Uns ist es bereits gelungen, Gehirnzellen, die bei der Multiplen Sklerose zugrunde gehen, aus embryonalen Stammzellen der Maus im Labor herzustellen. Nach Transplantation in kranke Ratten waren diese Zellen imstande, die bei der Multiplen Sklerose defekten Nervenhüllen zu reparieren.

Die Deutsche Forschungsgemeinschaft wird noch in diesem Monat über den Antrag Ihrer Arbeitsgruppe entscheiden. Sie wollen mit Stammzellen experimentieren, die aus den USA importiert werden. Was möchten sie herausfinden?

Nach unseren Ergebnissen im Tierversuch hoffen wir, auch aus menschlichen embryonalen Zellen Spenderzellen gewinnen zu können, die eines Tages für Patienten mit Nervenkrankheiten eingesetzt werden sollen. Wir möchten mit Zelllinien von James Thomson von der Universität Wisconsin arbeiten, die schon in mehreren anderen Ländern eingesetzt werden. Nur in Deutschland arbeitet noch niemand damit. Wir müssen aufpassen, dass wir nicht in Verzug geraten.

Muss Deutschland jetzt überhaupt schnell reagieren, oder haben wir Zeit?

Für überstürzte Handlungen besteht kein Anlass.
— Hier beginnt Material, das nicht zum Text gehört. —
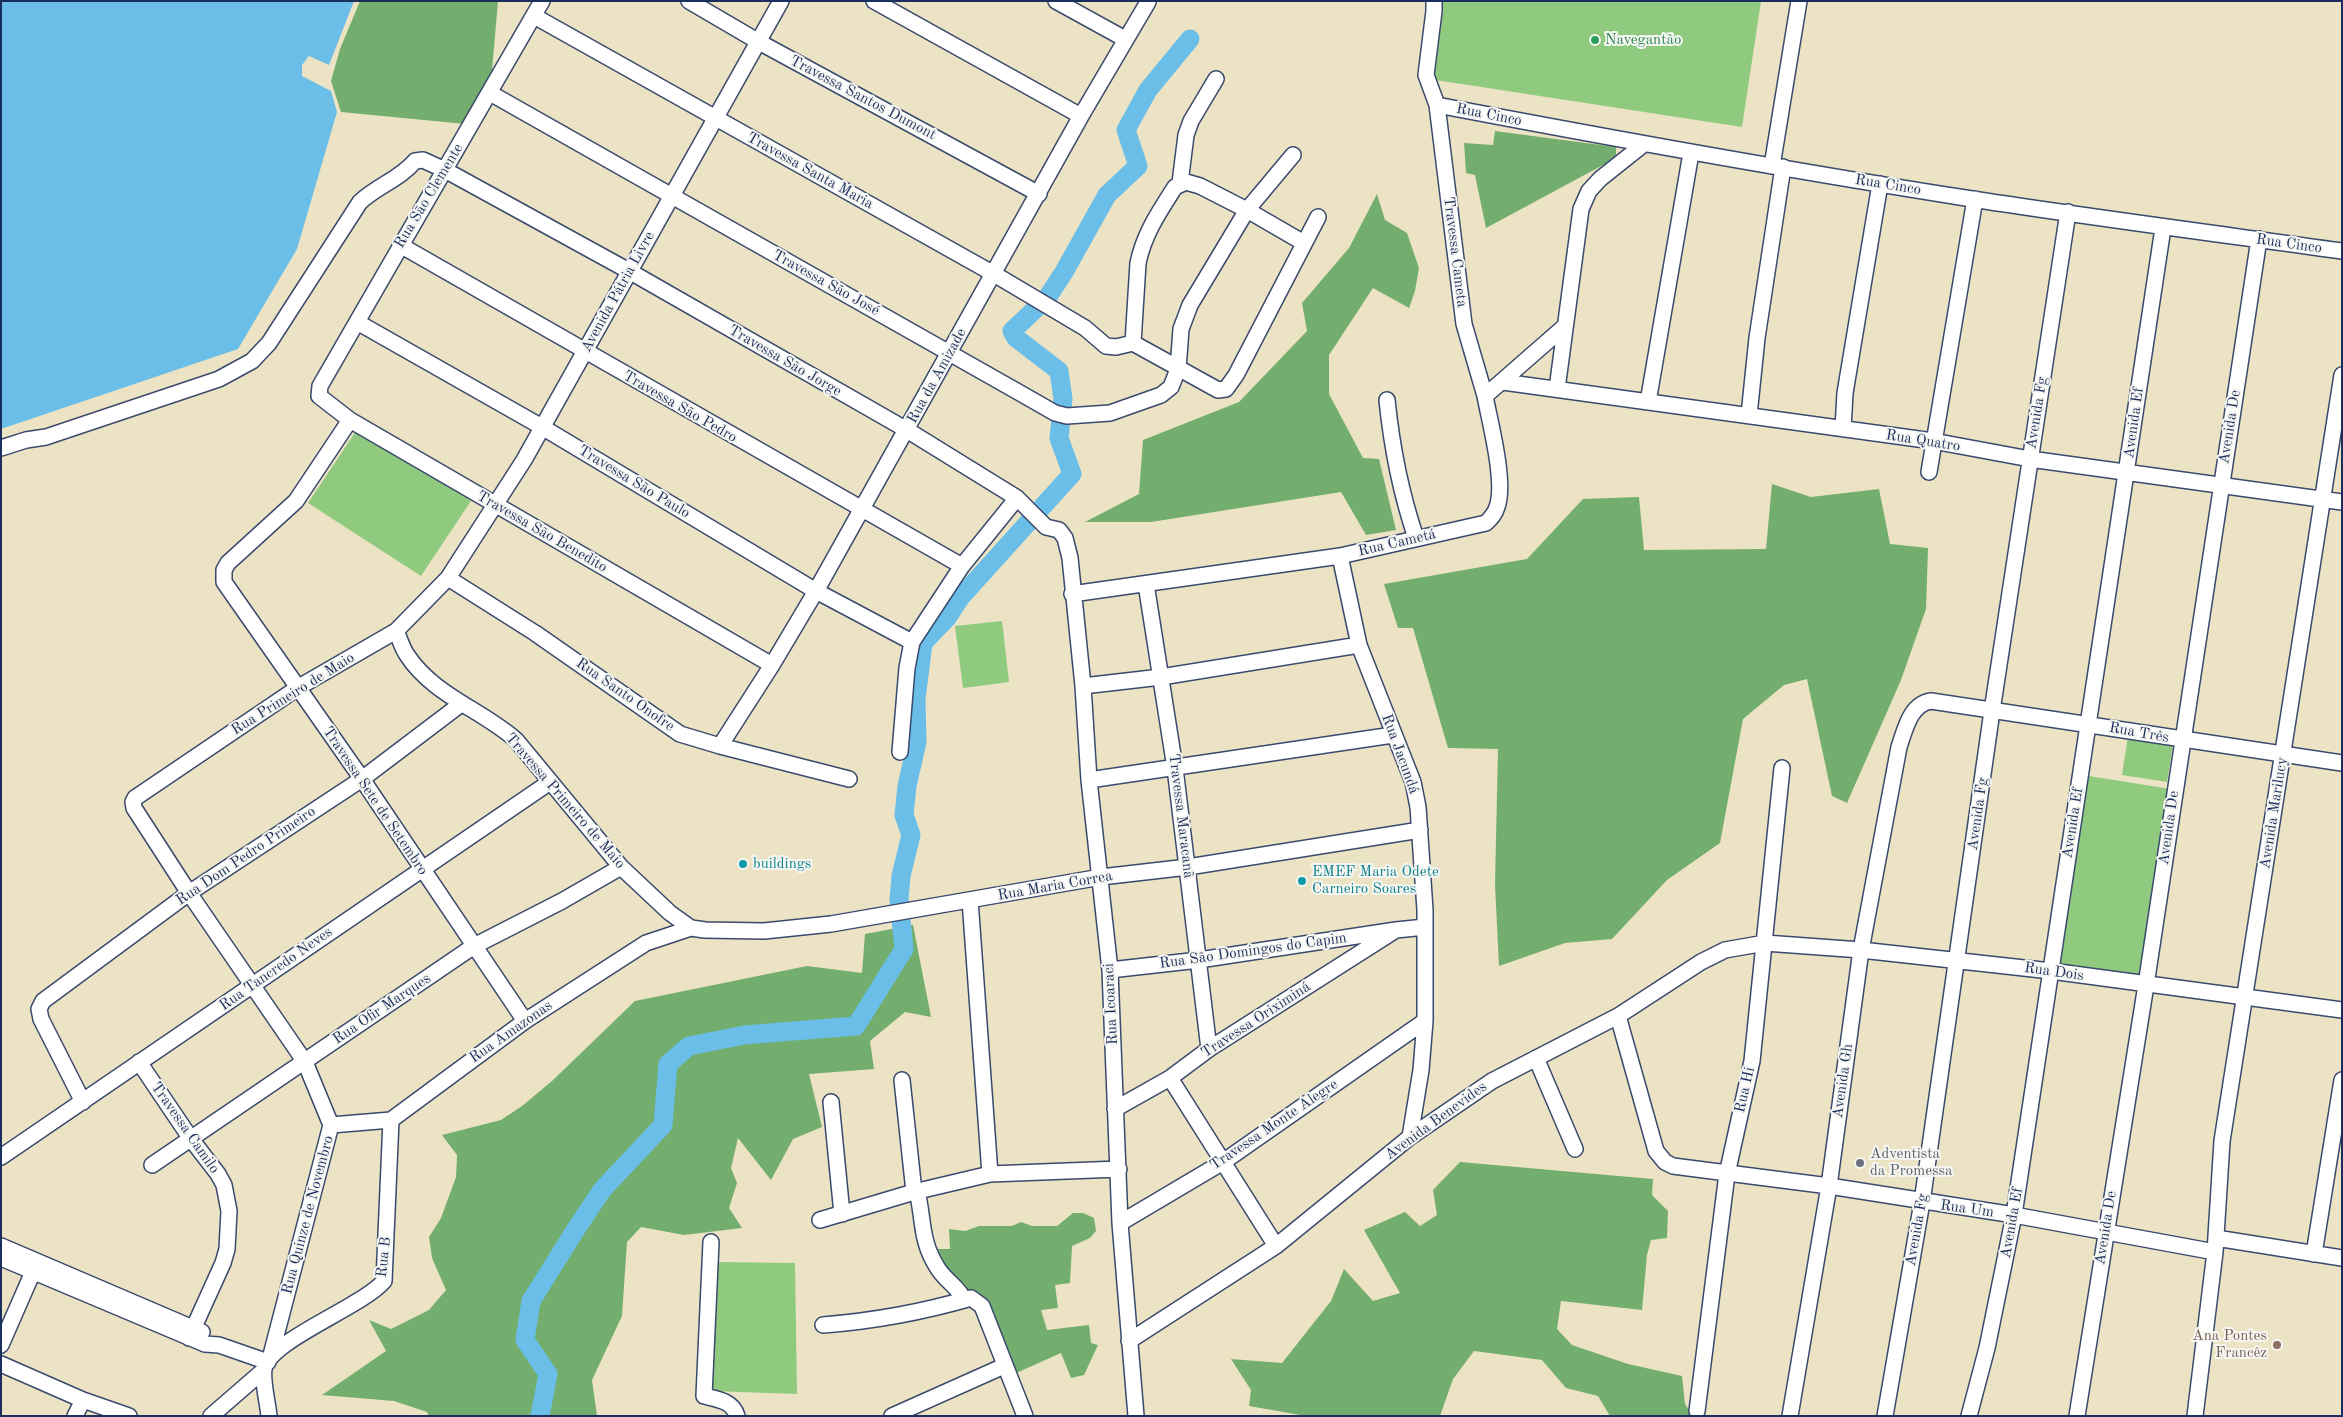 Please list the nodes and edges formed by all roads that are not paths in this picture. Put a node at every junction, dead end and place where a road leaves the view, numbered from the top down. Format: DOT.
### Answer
graph roads {
  1 [pos="542,1"];
  2 [pos="689,1"];
  3 [pos="781,1"];
  4 [pos="874,1"];
  5 [pos="1056,1"];
  6 [pos="1434,1"];
  7 [pos="1799,1"];
  8 [pos="1148,2"];
  9 [pos="534,16"];
  10 [pos="1125,39"];
  11 [pos="760,42"];
  12 [pos="1216,80"];
  13 [pos="490,93"];
  14 [pos="1437,105"];
  15 [pos="1081,116"];
  16 [pos="714,117"];
  17 [pos="1644,144"];
  18 [pos="1691,153"];
  19 [pos="1293,155"];
  20 [pos="1777,166"];
  21 [pos="445,170"];
  22 [pos="1180,183"];
  23 [pos="1880,184"];
  24 [pos="1039,194"];
  25 [pos="670,196"];
  26 [pos="1975,199"];
  27 [pos="1248,210"];
  28 [pos="2068,212"];
  29 [pos="1318,217"];
  30 [pos="2163,228"];
  31 [pos="2260,239"];
  32 [pos="1304,243"];
  33 [pos="400,246"];
  34 [pos="2342,251"];
  35 [pos="629,272"];
  36 [pos="994,274"];
  37 [pos="356,322"];
  38 [pos="1564,327"];
  39 [pos="1133,343"];
  40 [pos="950,352"];
  41 [pos="585,353"];
  42 [pos="1178,369"];
  43 [pos="2342,375"];
  44 [pos="1503,382"];
  45 [pos="1557,389"];
  46 [pos="318,392"];
  47 [pos="1485,396"];
  48 [pos="1387,400"];
  49 [pos="1648,402"];
  50 [pos="1750,415"];
  51 [pos="350,420"];
  52 [pos="542,427"];
  53 [pos="1843,429"];
  54 [pos="907,430"];
  55 [pos="1933,441"];
  56 [pos="1,448"];
  57 [pos="2030,459"];
  58 [pos="1929,472"];
  59 [pos="2127,472"];
  60 [pos="2222,487"];
  61 [pos="1017,498"];
  62 [pos="2322,499"];
  63 [pos="2342,502"];
  64 [pos="496,504"];
  65 [pos="861,510"];
  66 [pos="1416,538"];
  67 [pos="1340,556"];
  68 [pos="962,566"];
  69 [pos="448,578"];
  70 [pos="1146,584"];
  71 [pos="816,591"];
  72 [pos="1072,594"];
  73 [pos="396,631"];
  74 [pos="912,642"];
  75 [pos="1359,646"];
  76 [pos="772,665"];
  77 [pos="1161,677"];
  78 [pos="1083,686"];
  79 [pos="298,687"];
  80 [pos="1936,701"];
  81 [pos="461,704"];
  82 [pos="1992,711"];
  83 [pos="2089,724"];
  84 [pos="1393,735"];
  85 [pos="2182,740"];
  86 [pos="720,746"];
  87 [pos="900,752"];
  88 [pos="2284,755"];
  89 [pos="2342,763"];
  90 [pos="1175,768"];
  91 [pos="1782,768"];
  92 [pos="362,779"];
  93 [pos="849,779"];
  94 [pos="1089,780"];
  95 [pos="550,782"];
  96 [pos="133,802"];
  97 [pos="1420,830"];
  98 [pos="1188,866"];
  99 [pos="621,867"];
  100 [pos="421,869"];
  101 [pos="1101,877"];
  102 [pos="189,893"];
  103 [pos="970,900"];
  104 [pos="691,928"];
  105 [pos="1426,928"];
  106 [pos="1396,930"];
  107 [pos="1765,943"];
  108 [pos="474,946"];
  109 [pos="1861,950"];
  110 [pos="1199,960"];
  111 [pos="1958,960"];
  112 [pos="1110,970"];
  113 [pos="2051,971"];
  114 [pos="254,984"];
  115 [pos="2146,985"];
  116 [pos="2243,998"];
  117 [pos="2342,1010"];
  118 [pos="1618,1016"];
  119 [pos="525,1021"];
  120 [pos="1425,1021"];
  121 [pos="1209,1049"];
  122 [pos="1536,1058"];
  123 [pos="139,1062"];
  124 [pos="305,1062"];
  125 [pos="1170,1078"];
  126 [pos="902,1080"];
  127 [pos="2342,1080"];
  128 [pos="83,1102"];
  129 [pos="831,1102"];
  130 [pos="1115,1109"];
  131 [pos="392,1120"];
  132 [pos="331,1125"];
  133 [pos="1410,1137"];
  134 [pos="191,1139"];
  135 [pos="1575,1148"];
  136 [pos="1,1157"];
  137 [pos="1223,1162"];
  138 [pos="152,1165"];
  139 [pos="1119,1169"];
  140 [pos="990,1174"];
  141 [pos="1727,1174"];
  142 [pos="1829,1186"];
  143 [pos="915,1191"];
  144 [pos="1922,1202"];
  145 [pos="842,1214"];
  146 [pos="2014,1215"];
  147 [pos="820,1220"];
  148 [pos="1120,1223"];
  149 [pos="2105,1234"];
  150 [pos="711,1242"];
  151 [pos="2216,1245"];
  152 [pos="1,1246"];
  153 [pos="1276,1246"];
  154 [pos="2314,1254"];
  155 [pos="1,1258"];
  156 [pos="2342,1258"];
  157 [pos="36,1267"];
  158 [pos="964,1300"];
  159 [pos="824,1325"];
  160 [pos="192,1333"];
  161 [pos="1129,1341"];
  162 [pos="1,1345"];
  163 [pos="268,1362"];
  164 [pos="1,1364"];
  165 [pos="1004,1366"];
  166 [pos="82,1400"];
  167 [pos="1697,1411"];
  168 [pos="75,1416"];
  169 [pos="130,1416"];
  170 [pos="211,1416"];
  171 [pos="269,1416"];
  172 [pos="738,1416"];
  173 [pos="892,1416"];
  174 [pos="1025,1416"];
  175 [pos="1136,1416"];
  176 [pos="1790,1416"];
  177 [pos="1885,1416"];
  178 [pos="1969,1416"];
  179 [pos="2077,1416"];
  180 [pos="2195,1416"];
  1 -- 9 [label="street, Rua São Clemente"];
  2 -- 11 [label="street, Travessa Santos Dumont"];
  3 -- 11 [label="street, Avenida Pátria Livre"];
  4 -- 15 [label="street"];
  5 -- 10 [label="street"];
  6 -- 14 [label="street, Travessa Cameta"];
  7 -- 20 [label="street"];
  8 -- 10 [label="street, Rua da Amizade"];
  9 -- 13 [label="street, Rua São Clemente"];
  9 -- 16 [label="street, Travessa Santa Maria"];
  10 -- 15 [label="street, Rua da Amizade"];
  11 -- 16 [label="street, Avenida Pátria Livre"];
  11 -- 24 [label="street, Travessa Santos Dumont"];
  12 -- 22 [label="street"];
  13 -- 21 [label="street, Rua São Clemente"];
  13 -- 25 [label="street, Travessa São José"];
  14 -- 17 [label="street, Rua Cinco"];
  14 -- 47 [label="street, Travessa Cameta"];
  15 -- 24 [label="street, Rua da Amizade"];
  16 -- 25 [label="street, Avenida Pátria Livre"];
  16 -- 36 [label="street, Travessa Santa Maria"];
  17 -- 18 [label="street, Rua Cinco"];
  17 -- 38 [label="street"];
  18 -- 20 [label="street, Rua Cinco"];
  18 -- 49 [label="street"];
  19 -- 27 [label="street"];
  20 -- 23 [label="street, Rua Cinco"];
  20 -- 50 [label="street"];
  21 -- 33 [label="street, Rua São Clemente"];
  21 -- 35 [label="street, Travessa São Jorge"];
  21 -- 56 [label="street, Travessa São Jorge"];
  22 -- 27 [label="street"];
  22 -- 39 [label="street"];
  23 -- 26 [label="street, Rua Cinco"];
  23 -- 53 [label="street"];
  24 -- 36 [label="street, Rua da Amizade"];
  25 -- 35 [label="street, Avenida Pátria Livre"];
  25 -- 40 [label="street, Travessa São José"];
  26 -- 28 [label="street, Rua Cinco"];
  26 -- 55 [label="street"];
  27 -- 32 [label="street"];
  27 -- 42 [label="street"];
  28 -- 30 [label="street, Rua Cinco"];
  28 -- 57 [label="street, Avenida Fg"];
  29 -- 32 [label="street"];
  30 -- 31 [label="street, Rua Cinco"];
  30 -- 59 [label="street, Avenida Ef"];
  31 -- 34 [label="street, Rua Cinco"];
  31 -- 60 [label="street, Avenida De"];
  32 -- 42 [label="street"];
  33 -- 37 [label="street, Rua São Clemente"];
  33 -- 41 [label="street, Travessa São Pedro"];
  35 -- 41 [label="street, Avenida Pátria Livre"];
  35 -- 54 [label="street, Travessa São Jorge"];
  36 -- 39 [label="street, Travessa Santa Maria"];
  36 -- 40 [label="street, Rua da Amizade"];
  37 -- 46 [label="street, Rua São Clemente"];
  37 -- 52 [label="street, Travessa São Paulo"];
  38 -- 44 [label="street"];
  38 -- 45 [label="street"];
  39 -- 42 [label="street"];
  40 -- 42 [label="street, Travessa São José"];
  40 -- 54 [label="street, Rua da Amizade"];
  41 -- 52 [label="street, Avenida Pátria Livre"];
  41 -- 65 [label="street, Travessa São Pedro"];
  43 -- 62 [label="street, Avenida Marilucy"];
  44 -- 45 [label="street, Rua Quatro"];
  44 -- 47 [label="street"];
  45 -- 49 [label="street, Rua Quatro"];
  46 -- 51 [label="street, Travessa São Benedito"];
  47 -- 66 [label="street, Rua Cametá"];
  48 -- 66 [label="street"];
  49 -- 50 [label="street, Rua Quatro"];
  50 -- 53 [label="street, Rua Quatro"];
  51 -- 64 [label="street, Travessa São Benedito"];
  51 -- 79 [label="street, Travessa Sete de Setembro"];
  52 -- 64 [label="street, Avenida Pátria Livre"];
  52 -- 71 [label="street, Travessa São Paulo"];
  53 -- 55 [label="street, Rua Quatro"];
  54 -- 61 [label="street, Travessa São Jorge"];
  54 -- 65 [label="street, Rua da Amizade"];
  55 -- 57 [label="street, Rua Quatro"];
  55 -- 58 [label="street"];
  57 -- 59 [label="street, Rua Quatro"];
  57 -- 82 [label="street, Avenida Fg"];
  59 -- 60 [label="street, Rua Quatro"];
  59 -- 83 [label="street, Avenida Ef"];
  60 -- 62 [label="street, Rua Quatro"];
  60 -- 85 [label="street, Avenida De"];
  61 -- 68 [label="street"];
  61 -- 72 [label="street, Travessa São Jorge"];
  62 -- 63 [label="street, Rua Quatro"];
  62 -- 88 [label="street, Avenida Marilucy"];
  64 -- 69 [label="street, Avenida Pátria Livre"];
  64 -- 76 [label="street, Travessa São Benedito"];
  65 -- 68 [label="street, Travessa São Pedro"];
  65 -- 71 [label="street, Rua da Amizade"];
  66 -- 67 [label="street, Rua Cametá"];
  67 -- 70 [label="street, Rua Cametá"];
  67 -- 75 [label="street, Rua Jacundá"];
  68 -- 74 [label="street"];
  69 -- 73 [label="street, Rua Primeiro de Maio"];
  69 -- 86 [label="street, Rua Santo Onofre"];
  70 -- 72 [label="street, Rua Cametá"];
  70 -- 77 [label="street, Travessa Maracanã"];
  71 -- 74 [label="street, Travessa São Paulo"];
  71 -- 76 [label="street, Rua da Amizade"];
  72 -- 78 [label="street, Rua Icoaraci"];
  73 -- 79 [label="street, Rua Primeiro de Maio"];
  73 -- 81 [label="street, Travessa Primeiro de Maio"];
  74 -- 87 [label="street"];
  75 -- 77 [label="street"];
  75 -- 84 [label="street, Rua Jacundá"];
  76 -- 86 [label="street, Rua da Amizade"];
  77 -- 78 [label="street"];
  77 -- 90 [label="street, Travessa Maracanã"];
  78 -- 94 [label="street, Rua Icoaraci"];
  79 -- 92 [label="street, Travessa Sete de Setembro"];
  79 -- 96 [label="street, Rua Primeiro de Maio"];
  80 -- 82 [label="street, Rua Três"];
  80 -- 109 [label="street, Avenida Gh"];
  81 -- 92 [label="street, Rua Dom Pedro Primeiro"];
  81 -- 95 [label="street, Travessa Primeiro de Maio"];
  82 -- 83 [label="street, Rua Três"];
  82 -- 111 [label="street, Avenida Fg"];
  83 -- 85 [label="street, Rua Três"];
  83 -- 113 [label="street, Avenida Ef"];
  84 -- 90 [label="street"];
  84 -- 97 [label="street, Rua Jacundá"];
  85 -- 88 [label="street, Rua Três"];
  85 -- 115 [label="street, Avenida De"];
  86 -- 93 [label="street, Rua Santo Onofre"];
  88 -- 89 [label="street, Rua Três"];
  88 -- 116 [label="street, Avenida Marilucy"];
  90 -- 94 [label="street"];
  90 -- 98 [label="street, Travessa Maracanã"];
  91 -- 107 [label="street, Rua Hi"];
  92 -- 100 [label="street, Travessa Sete de Setembro"];
  92 -- 102 [label="street, Rua Dom Pedro Primeiro"];
  94 -- 101 [label="street, Rua Icoaraci"];
  95 -- 99 [label="street, Travessa Primeiro de Maio"];
  95 -- 100 [label="street, Rua Tancredo Neves"];
  96 -- 102 [label="street, Rua Quinze de Novembro"];
  97 -- 98 [label="street, Rua Maria Correa"];
  97 -- 105 [label="street, Rua Jacundá"];
  98 -- 101 [label="street, Rua Maria Correa"];
  98 -- 110 [label="street, Travessa Maracanã"];
  99 -- 104 [label="street, Travessa Primeiro de Maio"];
  99 -- 108 [label="street, Rua Ofir Marques"];
  100 -- 108 [label="street, Travessa Sete de Setembro"];
  100 -- 114 [label="street, Rua Tancredo Neves"];
  101 -- 103 [label="street, Rua Maria Correa"];
  101 -- 112 [label="street, Rua Icoaraci"];
  102 -- 114 [label="street, Rua Quinze de Novembro"];
  102 -- 128 [label="street, Rua Dom Pedro Primeiro"];
  103 -- 104 [label="street, Rua Maria Correa"];
  103 -- 140 [label="street"];
  104 -- 119 [label="street, Rua Amazonas"];
  105 -- 106 [label="street, Rua São Domingos do Capim"];
  105 -- 120 [label="street, Rua Jacundá"];
  106 -- 110 [label="street, Rua São Domingos do Capim"];
  106 -- 121 [label="street, Travessa Oriximiná"];
  107 -- 109 [label="street, Rua Dois"];
  107 -- 118 [label="street, Avenida Benevides"];
  107 -- 141 [label="street, Rua Hi"];
  108 -- 119 [label="street, Travessa Sete de Setembro"];
  108 -- 124 [label="street, Rua Ofir Marques"];
  109 -- 111 [label="street, Rua Dois"];
  109 -- 142 [label="street, Avenida Gh"];
  110 -- 112 [label="street, Rua São Domingos do Capim"];
  110 -- 121 [label="street, Travessa Maracanã"];
  111 -- 113 [label="street, Rua Dois"];
  111 -- 144 [label="street, Avenida Fg"];
  112 -- 130 [label="street, Rua Icoaraci"];
  113 -- 115 [label="street, Rua Dois"];
  113 -- 146 [label="street, Avenida Ef"];
  114 -- 123 [label="street, Rua Tancredo Neves"];
  114 -- 124 [label="street, Rua Quinze de Novembro"];
  115 -- 116 [label="street, Rua Dois"];
  115 -- 149 [label="street, Avenida De"];
  116 -- 117 [label="street, Rua Dois"];
  116 -- 151 [label="street, Avenida Marilucy"];
  118 -- 122 [label="street, Avenida Benevides"];
  118 -- 141 [label="street, Rua Um"];
  119 -- 131 [label="street, Rua Amazonas"];
  120 -- 133 [label="street, Rua Jacundá"];
  120 -- 137 [label="street, Travessa Monte Alegre"];
  121 -- 125 [label="street, Travessa Oriximiná"];
  122 -- 133 [label="street, Avenida Benevides"];
  122 -- 135 [label="street"];
  123 -- 128 [label="street, Rua Tancredo Neves"];
  123 -- 134 [label="street, Travessa Camilo"];
  124 -- 132 [label="street, Rua Quinze de Novembro"];
  124 -- 134 [label="street, Rua Ofir Marques"];
  125 -- 130 [label="street, Travessa Oriximiná"];
  125 -- 137 [label="street"];
  126 -- 143 [label="street"];
  127 -- 154 [label="street"];
  128 -- 136 [label="street, Rua Tancredo Neves"];
  129 -- 145 [label="street"];
  130 -- 139 [label="street, Rua Icoaraci"];
  131 -- 132 [label="street"];
  131 -- 163 [label="street, Rua B"];
  132 -- 163 [label="street, Rua Quinze de Novembro"];
  133 -- 153 [label="street, Avenida Benevides"];
  134 -- 138 [label="street, Rua Ofir Marques"];
  134 -- 160 [label="street, Travessa Camilo"];
  137 -- 148 [label="street, Travessa Monte Alegre"];
  137 -- 153 [label="street"];
  139 -- 140 [label="street"];
  139 -- 148 [label="street, Rua Icoaraci"];
  140 -- 143 [label="street"];
  141 -- 142 [label="street, Rua Um"];
  141 -- 167 [label="street, Rua Hi"];
  142 -- 144 [label="street, Rua Um"];
  142 -- 176 [label="street, Avenida Gh"];
  143 -- 145 [label="street"];
  143 -- 158 [label="street"];
  144 -- 146 [label="street, Rua Um"];
  144 -- 177 [label="street, Avenida Fg"];
  145 -- 147 [label="street"];
  146 -- 149 [label="street, Rua Um"];
  146 -- 178 [label="street, Avenida Ef"];
  148 -- 161 [label="street, Rua Icoaraci"];
  149 -- 151 [label="street, Rua Um"];
  149 -- 179 [label="street, Avenida De"];
  150 -- 172 [label="street"];
  151 -- 154 [label="street, Rua Um"];
  151 -- 180 [label="street, Avenida Marilucy"];
  152 -- 157 [label="street"];
  153 -- 161 [label="street, Avenida Benevides"];
  154 -- 156 [label="street, Rua Um"];
  155 -- 157 [label="street"];
  157 -- 160 [label="street"];
  157 -- 162 [label="street"];
  158 -- 159 [label="street"];
  158 -- 165 [label="street"];
  160 -- 163 [label="street"];
  161 -- 175 [label="street, Rua Icoaraci"];
  163 -- 170 [label="street, Rua B"];
  163 -- 171 [label="street"];
  164 -- 166 [label="street"];
  165 -- 173 [label="street"];
  165 -- 174 [label="street"];
  166 -- 168 [label="street"];
  166 -- 169 [label="street"];
}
Zunächst kann der bestehende rechtliche Rahmen ausgeschöpft werden. Wir können an importierten humanen ES-Zellen prüfen, in wie weit sich die erfolgversprechenden Befunde an Mauszellen auf menschliche Zellen übertragen lassen.

Auf Dauer werden wir jedoch um ein klares Ja oder Nein zur Stammzelltechnologie und zum therapeutischen Klonen nicht herumkommen. Denn an importierten Stammzellen erzielte Forschungsergebnisse werden in Deutschland - wenn überhaupt - nur eingeschränkt zu verwerten sein. Und es dürfte wenig glaubwürdig erscheinen, uns bedenklich erscheinende Arbeiten im Ausland durchführen zu lassen, gleichzeitig aber den Nutzen dieser Technologie in Anspruch nehmen zu wollen.

Deshalb sollten wir bereits jetzt darüber nachdenken, sowohl die Gewinnung humaner ES-Zellen als auch Forschungsarbeiten zur Stammzellklonierung für hochrangige medizinische Zwecke in begrenzter Zahl und unter strengen Auflagen zuzulassen.

Brauchen wir dafür neue Gesetze?

Das geplante Fortpflanzungsmedizingesetz bietet eine ideale Gelegenheit, die Nutzung dieser zukunftsträchtigen Spitzentechnologie sinnvoll zu steuern - und dabei Werte zu erhalten, ohne den Fortschritt zu verbauen.